Para Clara, que não veio do bairro do Alto das Pombas, mas criou essa relação com o local a partir de um grupo de pesquisa em que ela participava e tem parceria com a GRUMAP, fazendo a educadora popular se tornar ativamente presente no projeto e entender que aquele contexto teria a possibilidade de se tornar uma pesquisa cientifica:
“Eu já tinha toda uma afinidade política e afetiva, então achei bom para a gente, enquanto coletivo, ter essa nossa ação sistematizada, porque a gente faz na prática uma ação de educação popular e a minha ideia foi sistematizar enquanto teoria.”
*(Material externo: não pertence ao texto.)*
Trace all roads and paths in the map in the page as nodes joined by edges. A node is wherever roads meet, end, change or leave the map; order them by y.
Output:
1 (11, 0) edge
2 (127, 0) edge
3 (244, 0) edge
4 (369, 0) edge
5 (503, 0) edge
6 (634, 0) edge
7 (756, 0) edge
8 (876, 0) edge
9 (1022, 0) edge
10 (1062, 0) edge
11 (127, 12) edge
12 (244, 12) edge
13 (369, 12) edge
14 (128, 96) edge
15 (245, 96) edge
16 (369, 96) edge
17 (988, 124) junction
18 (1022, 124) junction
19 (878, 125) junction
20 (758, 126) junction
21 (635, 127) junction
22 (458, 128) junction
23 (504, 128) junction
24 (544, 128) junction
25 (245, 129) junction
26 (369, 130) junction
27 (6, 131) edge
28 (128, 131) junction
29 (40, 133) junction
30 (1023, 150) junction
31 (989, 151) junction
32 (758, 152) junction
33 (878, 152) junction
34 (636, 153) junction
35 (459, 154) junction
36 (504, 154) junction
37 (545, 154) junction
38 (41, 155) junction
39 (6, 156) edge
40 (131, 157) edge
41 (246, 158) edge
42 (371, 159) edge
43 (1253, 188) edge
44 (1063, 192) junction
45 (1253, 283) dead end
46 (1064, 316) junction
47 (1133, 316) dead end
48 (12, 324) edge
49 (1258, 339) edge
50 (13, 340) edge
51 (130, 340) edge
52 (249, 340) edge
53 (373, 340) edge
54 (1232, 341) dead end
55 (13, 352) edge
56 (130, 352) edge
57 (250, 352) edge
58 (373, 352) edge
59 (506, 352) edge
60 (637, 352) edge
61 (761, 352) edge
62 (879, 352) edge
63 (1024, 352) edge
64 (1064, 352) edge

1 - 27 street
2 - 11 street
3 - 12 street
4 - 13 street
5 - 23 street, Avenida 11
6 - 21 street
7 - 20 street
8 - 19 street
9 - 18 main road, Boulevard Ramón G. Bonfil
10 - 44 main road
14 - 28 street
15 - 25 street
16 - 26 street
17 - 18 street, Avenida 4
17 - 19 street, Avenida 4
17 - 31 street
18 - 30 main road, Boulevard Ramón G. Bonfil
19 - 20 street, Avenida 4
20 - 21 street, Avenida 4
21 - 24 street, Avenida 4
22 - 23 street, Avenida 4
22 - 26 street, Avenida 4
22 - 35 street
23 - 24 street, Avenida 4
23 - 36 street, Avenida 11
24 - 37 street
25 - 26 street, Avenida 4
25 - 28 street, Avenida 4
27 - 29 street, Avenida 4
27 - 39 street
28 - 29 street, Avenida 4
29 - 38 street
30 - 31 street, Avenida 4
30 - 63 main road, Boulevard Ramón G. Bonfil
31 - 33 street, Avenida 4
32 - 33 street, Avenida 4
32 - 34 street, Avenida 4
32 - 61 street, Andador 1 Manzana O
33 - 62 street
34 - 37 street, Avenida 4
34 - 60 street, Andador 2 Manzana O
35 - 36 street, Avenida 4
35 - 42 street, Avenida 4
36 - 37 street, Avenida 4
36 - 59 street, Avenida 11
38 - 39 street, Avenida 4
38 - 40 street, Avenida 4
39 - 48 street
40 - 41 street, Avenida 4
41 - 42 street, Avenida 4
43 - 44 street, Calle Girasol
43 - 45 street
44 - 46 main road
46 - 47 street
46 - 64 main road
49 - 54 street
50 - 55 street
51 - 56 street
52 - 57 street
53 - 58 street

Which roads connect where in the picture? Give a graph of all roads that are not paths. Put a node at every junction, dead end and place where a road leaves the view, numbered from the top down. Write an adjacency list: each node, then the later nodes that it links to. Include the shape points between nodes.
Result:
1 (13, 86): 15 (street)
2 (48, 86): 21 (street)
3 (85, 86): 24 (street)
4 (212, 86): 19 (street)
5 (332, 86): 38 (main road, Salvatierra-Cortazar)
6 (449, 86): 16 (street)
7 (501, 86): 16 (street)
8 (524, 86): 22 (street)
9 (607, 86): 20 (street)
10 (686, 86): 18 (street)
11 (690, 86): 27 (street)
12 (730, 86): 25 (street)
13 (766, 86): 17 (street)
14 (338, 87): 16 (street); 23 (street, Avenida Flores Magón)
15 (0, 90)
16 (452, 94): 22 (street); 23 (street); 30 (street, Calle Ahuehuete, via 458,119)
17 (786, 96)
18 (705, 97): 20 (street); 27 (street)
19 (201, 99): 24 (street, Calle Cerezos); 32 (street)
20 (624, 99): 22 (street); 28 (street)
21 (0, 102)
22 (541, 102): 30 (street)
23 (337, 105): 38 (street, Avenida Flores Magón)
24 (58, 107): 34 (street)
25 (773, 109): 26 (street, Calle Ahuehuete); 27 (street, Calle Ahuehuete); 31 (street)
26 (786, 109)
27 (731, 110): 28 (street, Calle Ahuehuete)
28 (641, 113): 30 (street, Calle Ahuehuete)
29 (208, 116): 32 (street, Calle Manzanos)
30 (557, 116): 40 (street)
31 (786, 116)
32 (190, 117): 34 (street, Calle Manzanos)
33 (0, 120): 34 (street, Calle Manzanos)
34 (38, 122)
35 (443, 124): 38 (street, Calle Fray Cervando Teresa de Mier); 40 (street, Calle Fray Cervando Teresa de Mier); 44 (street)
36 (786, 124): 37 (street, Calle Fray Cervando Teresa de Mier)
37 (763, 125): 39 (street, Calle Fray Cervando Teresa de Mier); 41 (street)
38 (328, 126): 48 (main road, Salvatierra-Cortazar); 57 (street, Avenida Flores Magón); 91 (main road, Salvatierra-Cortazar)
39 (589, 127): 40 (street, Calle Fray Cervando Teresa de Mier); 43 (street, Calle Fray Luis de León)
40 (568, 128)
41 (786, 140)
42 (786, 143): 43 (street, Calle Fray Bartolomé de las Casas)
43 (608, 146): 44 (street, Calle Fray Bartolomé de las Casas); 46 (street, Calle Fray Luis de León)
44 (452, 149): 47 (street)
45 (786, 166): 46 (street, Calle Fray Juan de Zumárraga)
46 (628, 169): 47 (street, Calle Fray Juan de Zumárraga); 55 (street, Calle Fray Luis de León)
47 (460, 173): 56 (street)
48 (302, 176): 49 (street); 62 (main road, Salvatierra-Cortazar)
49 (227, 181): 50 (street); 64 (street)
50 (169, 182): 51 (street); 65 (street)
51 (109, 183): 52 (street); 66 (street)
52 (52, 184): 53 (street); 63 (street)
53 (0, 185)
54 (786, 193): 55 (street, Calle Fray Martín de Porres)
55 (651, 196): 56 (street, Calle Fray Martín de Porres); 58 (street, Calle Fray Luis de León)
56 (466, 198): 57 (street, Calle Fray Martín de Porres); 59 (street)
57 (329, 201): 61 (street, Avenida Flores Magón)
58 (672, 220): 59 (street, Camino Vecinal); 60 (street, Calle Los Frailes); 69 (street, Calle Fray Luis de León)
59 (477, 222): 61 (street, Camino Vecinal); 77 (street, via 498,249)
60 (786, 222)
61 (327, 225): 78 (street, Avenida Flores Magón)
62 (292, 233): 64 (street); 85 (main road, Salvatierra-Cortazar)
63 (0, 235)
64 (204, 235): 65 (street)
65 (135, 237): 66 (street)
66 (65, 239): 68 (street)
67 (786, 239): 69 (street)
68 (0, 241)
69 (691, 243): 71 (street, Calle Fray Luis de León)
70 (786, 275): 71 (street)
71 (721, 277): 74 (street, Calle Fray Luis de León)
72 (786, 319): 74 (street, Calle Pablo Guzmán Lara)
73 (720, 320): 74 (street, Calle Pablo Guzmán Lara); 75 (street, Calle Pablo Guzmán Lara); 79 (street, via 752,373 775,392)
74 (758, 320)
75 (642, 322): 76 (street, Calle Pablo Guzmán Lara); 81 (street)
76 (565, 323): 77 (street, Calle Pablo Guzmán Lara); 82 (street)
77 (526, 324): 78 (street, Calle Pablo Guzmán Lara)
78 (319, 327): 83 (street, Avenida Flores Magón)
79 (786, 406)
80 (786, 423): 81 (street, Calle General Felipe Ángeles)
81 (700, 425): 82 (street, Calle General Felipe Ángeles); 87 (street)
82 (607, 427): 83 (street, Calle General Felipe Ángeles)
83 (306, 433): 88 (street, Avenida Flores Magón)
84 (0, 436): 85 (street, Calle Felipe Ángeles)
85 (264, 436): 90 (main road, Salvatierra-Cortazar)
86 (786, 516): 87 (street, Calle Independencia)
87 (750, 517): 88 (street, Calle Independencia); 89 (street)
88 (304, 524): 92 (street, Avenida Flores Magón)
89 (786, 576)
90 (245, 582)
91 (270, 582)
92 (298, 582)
Organizar uma defesa em ambientes não acadêmicos
Esse processo de levar a banca avaliadora para fora do ambiente acadêmico, apesar de não ser muito conhecido, é algo que qualquer pessoa que esteja realizando uma pesquisa de pós-graduação pode realizar. Vários fatores têm que ser levados em consideração na hora de tomar essa decisão, como disponibilidade do local, documentação necessária, acesso a equipamentos, acessibilidade, como relata Carla: “meu orientador já tinha pensado na possibilidade de fazer a defesa no Bate Folha, então o passo seguinte foi comunicar ao programa de pós-graduação, solicitar os equipamentos necessários para a apresentação e a documentação a ser encaminhada. Então não tive dificuldade nesse processo”.
Iniciativas como a de Clara Lua e Carla Nogueira não apenas ampliam as visões da pesquisa acadêmica, mas também desafiam as barreiras impostas pelas desigualdades. Ao integrar suas experiências pessoais e comunitárias em suas pesquisas, essas acadêmicas contribuem para uma ciência mais inclusiva e representativa. Elas demonstram que o conhecimento produzido na universidade deve estar conectado com as realidades vividas fora dela, promovendo uma ciência que não apenas estuda, mas também valoriza as comunidades.